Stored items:
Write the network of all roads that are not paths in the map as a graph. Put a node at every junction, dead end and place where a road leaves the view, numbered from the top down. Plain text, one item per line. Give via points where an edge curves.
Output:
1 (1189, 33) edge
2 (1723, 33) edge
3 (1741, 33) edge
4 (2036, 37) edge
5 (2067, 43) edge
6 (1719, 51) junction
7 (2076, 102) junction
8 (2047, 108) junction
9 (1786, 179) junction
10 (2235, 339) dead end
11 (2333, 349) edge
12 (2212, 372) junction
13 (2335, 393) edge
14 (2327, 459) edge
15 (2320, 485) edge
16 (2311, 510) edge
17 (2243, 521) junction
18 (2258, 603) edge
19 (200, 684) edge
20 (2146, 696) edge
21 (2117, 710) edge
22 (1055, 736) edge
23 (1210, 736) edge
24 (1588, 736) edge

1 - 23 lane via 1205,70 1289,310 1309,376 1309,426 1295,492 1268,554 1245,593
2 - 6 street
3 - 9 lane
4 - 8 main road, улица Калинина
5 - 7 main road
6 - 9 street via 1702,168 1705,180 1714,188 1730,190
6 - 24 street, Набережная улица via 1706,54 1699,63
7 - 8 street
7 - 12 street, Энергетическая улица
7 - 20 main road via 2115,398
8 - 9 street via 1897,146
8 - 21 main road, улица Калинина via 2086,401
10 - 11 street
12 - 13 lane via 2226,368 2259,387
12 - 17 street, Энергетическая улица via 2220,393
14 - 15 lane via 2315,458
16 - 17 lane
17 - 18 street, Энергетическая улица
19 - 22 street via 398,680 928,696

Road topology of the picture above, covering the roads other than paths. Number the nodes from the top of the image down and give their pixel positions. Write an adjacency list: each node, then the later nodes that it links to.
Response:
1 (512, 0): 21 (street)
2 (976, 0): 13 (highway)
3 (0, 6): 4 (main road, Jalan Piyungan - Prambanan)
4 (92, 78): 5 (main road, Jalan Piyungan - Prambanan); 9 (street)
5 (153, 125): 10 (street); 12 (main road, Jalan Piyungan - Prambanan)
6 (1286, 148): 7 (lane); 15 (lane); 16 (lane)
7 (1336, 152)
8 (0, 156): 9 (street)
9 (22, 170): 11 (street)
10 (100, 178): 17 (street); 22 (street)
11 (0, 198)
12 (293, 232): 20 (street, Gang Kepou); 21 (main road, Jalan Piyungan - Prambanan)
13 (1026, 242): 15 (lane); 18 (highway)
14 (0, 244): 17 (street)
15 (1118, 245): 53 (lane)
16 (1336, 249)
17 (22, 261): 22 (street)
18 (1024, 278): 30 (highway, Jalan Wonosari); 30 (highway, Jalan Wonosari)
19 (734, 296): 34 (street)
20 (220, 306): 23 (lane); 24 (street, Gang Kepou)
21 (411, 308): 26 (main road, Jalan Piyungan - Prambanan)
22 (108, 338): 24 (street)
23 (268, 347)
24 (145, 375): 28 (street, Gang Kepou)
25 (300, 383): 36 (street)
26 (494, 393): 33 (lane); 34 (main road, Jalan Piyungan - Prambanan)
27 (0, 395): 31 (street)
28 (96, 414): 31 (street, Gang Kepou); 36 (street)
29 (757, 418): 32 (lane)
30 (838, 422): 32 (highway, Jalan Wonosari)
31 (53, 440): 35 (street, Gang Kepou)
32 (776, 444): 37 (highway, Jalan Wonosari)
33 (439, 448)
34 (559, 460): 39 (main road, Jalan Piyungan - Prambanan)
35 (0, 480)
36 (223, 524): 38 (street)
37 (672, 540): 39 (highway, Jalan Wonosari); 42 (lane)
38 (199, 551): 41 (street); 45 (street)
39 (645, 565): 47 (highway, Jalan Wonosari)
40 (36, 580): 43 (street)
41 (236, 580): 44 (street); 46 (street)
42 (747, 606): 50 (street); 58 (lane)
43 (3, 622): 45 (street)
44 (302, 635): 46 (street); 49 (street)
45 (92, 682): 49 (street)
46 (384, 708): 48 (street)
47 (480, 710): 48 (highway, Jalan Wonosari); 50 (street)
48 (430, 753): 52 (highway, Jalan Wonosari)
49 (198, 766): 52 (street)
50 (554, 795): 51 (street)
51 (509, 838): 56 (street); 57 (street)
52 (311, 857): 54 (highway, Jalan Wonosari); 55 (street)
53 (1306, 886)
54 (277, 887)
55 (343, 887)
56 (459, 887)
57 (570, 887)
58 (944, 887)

Task goal >> All lines carrying the word "Write" must be copied from the data above.

Answer >>
Write the network of all roads that are not paths in the map as a graph. Put a node at every junction, dead end and place where a road leaves the view, numbered from the top down. Plain text, one item per line. Give via points where an edge curves.
Road topology of the picture above, covering the roads other than paths. Number the nodes from the top of the image down and give their pixel positions. Write an adjacency list: each node, then the later nodes that it links to.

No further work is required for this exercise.